La dernière « Intégrale », et de taille celle-ci, est consacrée à l’iconoclaste Gotlib (10), avec un premier ouvrage qui ne couvre que la seule année 1967, année charnière où le dessinateur aux grosses lunettes, alors en tandem avec René Goscinny (décidément omniprésent), signe les Dingodossiers, prémices de son humour absurde, tout en continuant d’écrire Gai-Luron, personnage flegmatique devenu culte. Un régal d’humour en décalage avec son époque. De nombreux dessins et illustrations jamais publiés en album complètent ces pages magnifiquement reproduites.

Cette modeste sélection espère vous donner envie de découvrir ou de mieux connaitre des albums mythiques du 9 ème Art, indissociables de leurs créateurs. Mais n’oubliez jamais: rien ne vaut le libraire de votre quartier pour finaliser votre commande auprès du Père Noël.
- Editions Dupuis (Tome 4 : 25€).
- Editions Casterman, parution 21 novembre 2025 (Tome 4: 19,95€)

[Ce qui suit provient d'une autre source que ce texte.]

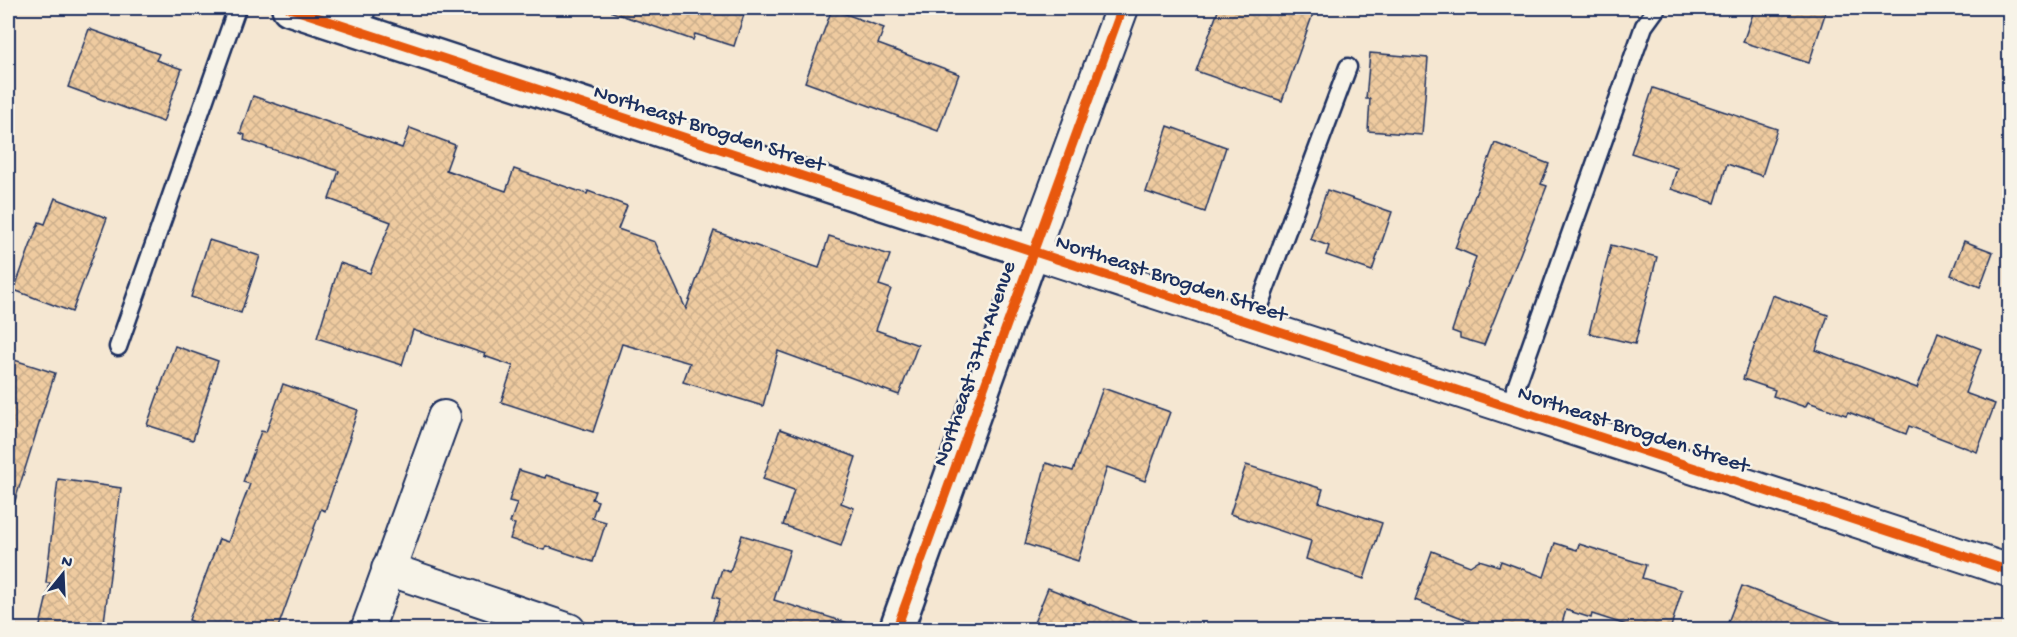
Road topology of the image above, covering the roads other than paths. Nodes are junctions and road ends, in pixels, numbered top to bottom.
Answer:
1 (237, 8) edge
2 (289, 8) edge
3 (1122, 8) edge
4 (1658, 8) edge
5 (356, 18) edge
6 (1348, 67) dead end
7 (1032, 252) junction
8 (1253, 322) junction
9 (118, 347) dead end
10 (1509, 407) junction
11 (444, 417) dead end
12 (388, 569) junction
13 (2010, 571) edge
14 (367, 630) edge
15 (569, 630) edge
16 (896, 630) edge

1 - 9 lane
2 - 5 street, Northeast Brogden Street
3 - 7 street, Northeast 37th Avenue
4 - 10 lane
5 - 7 street, Northeast Brogden Street
6 - 8 lane
7 - 8 street, Northeast Brogden Street
7 - 16 street, Northeast 37th Avenue
8 - 10 street, Northeast Brogden Street
10 - 13 street, Northeast Brogden Street
11 - 12 street
12 - 14 street
12 - 15 street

Ces deux superbes séries peuvent s’agrémenter de coffrets intégrant les quatre volumes chez les libraires Canal BD. - Editions Dupuis : 55€
- Editions Fluide Glacial. Edition Canal BD, parution novembre 2025 : 60€
- 12,95€
- Editions Geo Histoire. 19,99€
- Editions Dargaud – parution 21 novembre 2025 : 26,95€.
- Editions Dargaud – parution 14 novembre 2025 : 21,50€.
- Editions Glénat – Tome 1 : 3 septembre 2025 / Tome 2 : 3 décembre 2025. 35€.
- Editions Dargaud/Fluide Glacial – parution 13 novembre 2025 : 34,90€.